QoL is impaired in dystonia and a greater percent of dystonia patients report problems on all EQ5D domains compared to the general population . After GPi-DBS, a lower percent of patients in this study reported problems on all EQ5D items except depression/anxiety. However, the summary index and VAS were not significantly altered by surgery, and correlation analysis revealed no significance between improvement in dystonia and change in QoL. Although some studies report post-surgical improvement in most QoL domains in dystonia , others suggest that surgery primarily improves the physical domains and to a lesser extent the emotional components of QoL . Given that surgery aims to improve QoL, a lack of positive impact of improvement in dystonia on QoL is at first sight puzzling and of clinical concern. Why doesn’t the significant improvement of dystonia translate into significant improvement of QoL? One possibility is that generic measures may not be sensitive in picking up changes unique to PGD. The EQ5D measures mainly the physical parameters of health, and the lack of improvement in QoL may reflect the simplicity of the measure. Alternatively, our current assessment techniques may not be targeting key patient concerns, highlighting the need to also assess their expectations. Also, while GPi-DBS produces relatively rapid improvement of dystonia, psychosocial adjustment to the functional improvements may require longer time. We have some evidence for this from interviews with operated patients , who expressed a need to adapt to their ‘new and improved’ body. This was eloquently expressed by one patient “Now, even though I have been given a new body, I haven’t been given a new mind. It’s like plastic surgery, you might change your nose but how you feel about yourself is still the same”. Such dissociation between the physical change and psychological adjustment may be quantifiable with longitudinal assessments of changes in dystonia symptoms, mood and QoL, thus warranting further investigation.

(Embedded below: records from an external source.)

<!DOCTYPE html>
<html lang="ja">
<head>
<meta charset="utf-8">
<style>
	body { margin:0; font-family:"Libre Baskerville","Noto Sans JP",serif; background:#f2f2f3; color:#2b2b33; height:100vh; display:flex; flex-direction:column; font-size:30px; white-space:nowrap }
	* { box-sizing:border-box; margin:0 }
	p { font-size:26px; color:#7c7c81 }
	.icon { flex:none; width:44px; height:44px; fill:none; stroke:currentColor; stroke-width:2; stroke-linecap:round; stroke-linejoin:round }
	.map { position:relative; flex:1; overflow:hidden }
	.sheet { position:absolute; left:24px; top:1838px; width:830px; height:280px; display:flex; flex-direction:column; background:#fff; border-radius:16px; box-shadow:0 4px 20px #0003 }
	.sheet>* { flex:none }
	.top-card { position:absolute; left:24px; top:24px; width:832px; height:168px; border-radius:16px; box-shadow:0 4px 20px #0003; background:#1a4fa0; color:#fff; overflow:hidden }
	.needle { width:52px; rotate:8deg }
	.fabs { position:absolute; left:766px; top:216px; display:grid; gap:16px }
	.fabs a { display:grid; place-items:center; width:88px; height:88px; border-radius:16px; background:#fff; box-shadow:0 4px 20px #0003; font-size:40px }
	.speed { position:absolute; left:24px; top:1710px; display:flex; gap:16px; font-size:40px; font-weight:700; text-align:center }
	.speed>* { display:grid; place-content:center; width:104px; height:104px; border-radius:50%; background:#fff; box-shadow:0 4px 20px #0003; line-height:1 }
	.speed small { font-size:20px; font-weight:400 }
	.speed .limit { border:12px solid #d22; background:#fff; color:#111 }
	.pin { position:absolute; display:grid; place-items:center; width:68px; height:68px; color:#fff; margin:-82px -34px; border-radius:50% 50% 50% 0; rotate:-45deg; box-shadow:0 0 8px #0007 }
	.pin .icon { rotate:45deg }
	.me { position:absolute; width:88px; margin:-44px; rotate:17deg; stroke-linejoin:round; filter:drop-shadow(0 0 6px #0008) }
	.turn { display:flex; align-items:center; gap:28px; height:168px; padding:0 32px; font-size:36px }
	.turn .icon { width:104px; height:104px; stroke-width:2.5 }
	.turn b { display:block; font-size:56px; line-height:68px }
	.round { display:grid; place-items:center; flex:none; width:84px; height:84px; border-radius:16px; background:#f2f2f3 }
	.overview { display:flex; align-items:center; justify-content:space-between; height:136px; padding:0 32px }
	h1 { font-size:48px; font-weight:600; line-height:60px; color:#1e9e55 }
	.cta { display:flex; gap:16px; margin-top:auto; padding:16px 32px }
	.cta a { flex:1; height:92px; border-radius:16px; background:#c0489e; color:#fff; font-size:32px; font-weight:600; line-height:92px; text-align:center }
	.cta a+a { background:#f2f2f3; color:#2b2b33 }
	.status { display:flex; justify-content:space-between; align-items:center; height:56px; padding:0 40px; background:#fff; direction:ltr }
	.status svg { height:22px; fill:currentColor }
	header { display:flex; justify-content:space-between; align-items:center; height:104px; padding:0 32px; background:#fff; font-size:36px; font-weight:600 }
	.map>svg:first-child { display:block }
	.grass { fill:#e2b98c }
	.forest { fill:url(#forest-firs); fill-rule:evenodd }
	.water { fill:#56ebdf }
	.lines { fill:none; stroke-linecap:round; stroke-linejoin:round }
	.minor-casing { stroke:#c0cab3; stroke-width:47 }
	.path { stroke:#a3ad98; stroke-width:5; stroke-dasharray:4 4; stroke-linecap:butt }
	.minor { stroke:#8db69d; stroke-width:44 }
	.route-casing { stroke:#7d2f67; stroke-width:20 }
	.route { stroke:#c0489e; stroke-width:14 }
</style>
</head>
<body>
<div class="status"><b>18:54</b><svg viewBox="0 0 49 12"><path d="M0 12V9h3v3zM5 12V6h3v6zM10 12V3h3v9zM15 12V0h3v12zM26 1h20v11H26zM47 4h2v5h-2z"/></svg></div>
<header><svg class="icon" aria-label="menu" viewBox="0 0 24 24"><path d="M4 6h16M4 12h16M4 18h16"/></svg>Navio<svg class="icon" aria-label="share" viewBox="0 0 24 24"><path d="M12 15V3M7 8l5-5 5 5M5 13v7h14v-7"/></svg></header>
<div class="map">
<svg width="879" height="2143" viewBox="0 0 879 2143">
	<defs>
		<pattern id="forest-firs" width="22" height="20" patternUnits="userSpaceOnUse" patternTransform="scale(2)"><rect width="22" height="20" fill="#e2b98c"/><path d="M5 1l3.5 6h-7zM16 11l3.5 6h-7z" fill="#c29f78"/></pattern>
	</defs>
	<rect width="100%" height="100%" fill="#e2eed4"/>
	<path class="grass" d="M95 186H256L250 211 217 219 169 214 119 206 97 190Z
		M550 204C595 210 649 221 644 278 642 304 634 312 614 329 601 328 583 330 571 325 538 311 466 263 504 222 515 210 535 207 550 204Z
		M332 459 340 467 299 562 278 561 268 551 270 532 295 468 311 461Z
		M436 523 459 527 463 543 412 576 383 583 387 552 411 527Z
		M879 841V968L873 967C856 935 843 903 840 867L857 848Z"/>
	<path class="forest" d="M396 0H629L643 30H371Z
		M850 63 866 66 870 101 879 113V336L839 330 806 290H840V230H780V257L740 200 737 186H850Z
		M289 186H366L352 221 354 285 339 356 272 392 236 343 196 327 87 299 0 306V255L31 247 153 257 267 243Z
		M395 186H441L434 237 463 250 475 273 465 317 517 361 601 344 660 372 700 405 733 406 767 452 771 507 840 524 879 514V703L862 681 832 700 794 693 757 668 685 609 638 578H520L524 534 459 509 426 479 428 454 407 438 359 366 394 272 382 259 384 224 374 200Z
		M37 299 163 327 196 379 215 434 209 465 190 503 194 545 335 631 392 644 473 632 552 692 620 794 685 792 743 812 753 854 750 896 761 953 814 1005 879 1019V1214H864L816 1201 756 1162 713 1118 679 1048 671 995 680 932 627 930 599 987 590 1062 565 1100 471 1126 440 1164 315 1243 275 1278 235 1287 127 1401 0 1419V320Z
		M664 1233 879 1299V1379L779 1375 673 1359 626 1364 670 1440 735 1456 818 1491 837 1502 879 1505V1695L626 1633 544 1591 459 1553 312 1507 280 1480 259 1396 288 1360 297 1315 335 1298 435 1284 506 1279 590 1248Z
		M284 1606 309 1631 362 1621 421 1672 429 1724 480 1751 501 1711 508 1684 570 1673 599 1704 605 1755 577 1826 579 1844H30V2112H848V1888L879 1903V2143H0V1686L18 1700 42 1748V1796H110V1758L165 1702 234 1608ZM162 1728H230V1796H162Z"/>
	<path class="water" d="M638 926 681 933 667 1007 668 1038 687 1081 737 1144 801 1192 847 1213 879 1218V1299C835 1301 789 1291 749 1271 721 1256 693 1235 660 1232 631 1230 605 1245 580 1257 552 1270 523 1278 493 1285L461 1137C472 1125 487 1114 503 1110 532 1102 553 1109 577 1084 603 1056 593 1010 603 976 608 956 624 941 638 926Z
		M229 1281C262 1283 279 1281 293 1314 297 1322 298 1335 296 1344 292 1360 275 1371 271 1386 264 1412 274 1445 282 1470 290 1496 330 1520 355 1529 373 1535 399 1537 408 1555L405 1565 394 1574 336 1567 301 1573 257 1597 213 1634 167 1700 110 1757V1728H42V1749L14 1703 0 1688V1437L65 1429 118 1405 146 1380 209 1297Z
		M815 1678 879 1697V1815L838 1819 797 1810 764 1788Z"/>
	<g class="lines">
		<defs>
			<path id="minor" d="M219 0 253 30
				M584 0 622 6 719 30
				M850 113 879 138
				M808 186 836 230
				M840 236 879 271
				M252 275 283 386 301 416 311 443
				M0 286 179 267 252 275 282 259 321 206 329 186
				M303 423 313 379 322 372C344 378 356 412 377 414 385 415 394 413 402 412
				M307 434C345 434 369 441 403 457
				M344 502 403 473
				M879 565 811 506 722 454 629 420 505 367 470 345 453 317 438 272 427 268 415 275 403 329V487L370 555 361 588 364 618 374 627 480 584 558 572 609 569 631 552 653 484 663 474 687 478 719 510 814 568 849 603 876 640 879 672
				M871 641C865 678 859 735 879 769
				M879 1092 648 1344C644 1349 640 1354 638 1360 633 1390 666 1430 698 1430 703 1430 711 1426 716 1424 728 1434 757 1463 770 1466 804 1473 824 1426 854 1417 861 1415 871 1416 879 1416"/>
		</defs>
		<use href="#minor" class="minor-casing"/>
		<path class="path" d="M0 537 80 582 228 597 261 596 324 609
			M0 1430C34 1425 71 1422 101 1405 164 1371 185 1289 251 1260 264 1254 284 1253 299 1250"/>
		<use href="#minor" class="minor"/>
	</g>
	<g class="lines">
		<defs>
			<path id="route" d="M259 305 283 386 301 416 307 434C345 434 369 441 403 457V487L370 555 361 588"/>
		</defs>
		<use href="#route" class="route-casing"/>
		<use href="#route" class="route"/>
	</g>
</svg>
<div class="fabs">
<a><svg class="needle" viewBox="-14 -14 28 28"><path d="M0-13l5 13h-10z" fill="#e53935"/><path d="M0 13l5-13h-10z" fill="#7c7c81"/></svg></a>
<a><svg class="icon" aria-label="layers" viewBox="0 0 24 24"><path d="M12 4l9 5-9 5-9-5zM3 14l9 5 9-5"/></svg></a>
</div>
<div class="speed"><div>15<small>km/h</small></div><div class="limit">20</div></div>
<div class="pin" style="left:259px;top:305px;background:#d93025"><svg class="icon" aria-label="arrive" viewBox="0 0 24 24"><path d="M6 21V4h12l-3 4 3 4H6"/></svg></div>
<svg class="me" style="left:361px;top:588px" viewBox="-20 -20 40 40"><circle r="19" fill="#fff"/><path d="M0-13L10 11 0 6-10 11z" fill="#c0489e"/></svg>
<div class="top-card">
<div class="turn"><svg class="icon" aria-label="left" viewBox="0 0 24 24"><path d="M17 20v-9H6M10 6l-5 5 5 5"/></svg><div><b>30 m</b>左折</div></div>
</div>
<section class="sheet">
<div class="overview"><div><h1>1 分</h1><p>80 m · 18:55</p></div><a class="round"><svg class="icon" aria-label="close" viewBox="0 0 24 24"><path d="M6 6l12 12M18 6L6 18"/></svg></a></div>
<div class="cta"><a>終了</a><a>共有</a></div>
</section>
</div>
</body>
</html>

In conclusion, our results confirm that GPi-DBS is an effective treatment for PGD without producing any major adverse impact on cognition, other than isolated deterioration of performance on a test of sustained attention. Despite significant improvement of dystonia with GPi-DBS, surgery did not significantly alter depression, anxiety, apathy or QoL. This dissociation between GPi-DBS improving dystonia but not having a significant positive impact on the patients’ QoL warrants further investigation.
The research was supported by an NIH R01 grant (NS40865-02, PI: MJ).
Conflicts of interest
There are no conflicts of interest. MT and LM were supported by a European Commission, Ambient Assisted Living grant. MB was supported by a 3 + 1 MRC/ESRC PhD studentship. LW was supported by a Career Development Fellowship, Parkinson’s UK. DP was supported by a R01 grant from the National Institutes of Neurological Disorders and Stroke, NIH (Number NS40862-02, PI MJ). DR was funded by the Dorothy Feiss Scientific Research Grant, Bachmann-Strauss Foundation and the Tourette Syndrome Association (TSA), USA. MH, PL, LZ are supported by the Parkinson’s Appeal and the Monument Trust.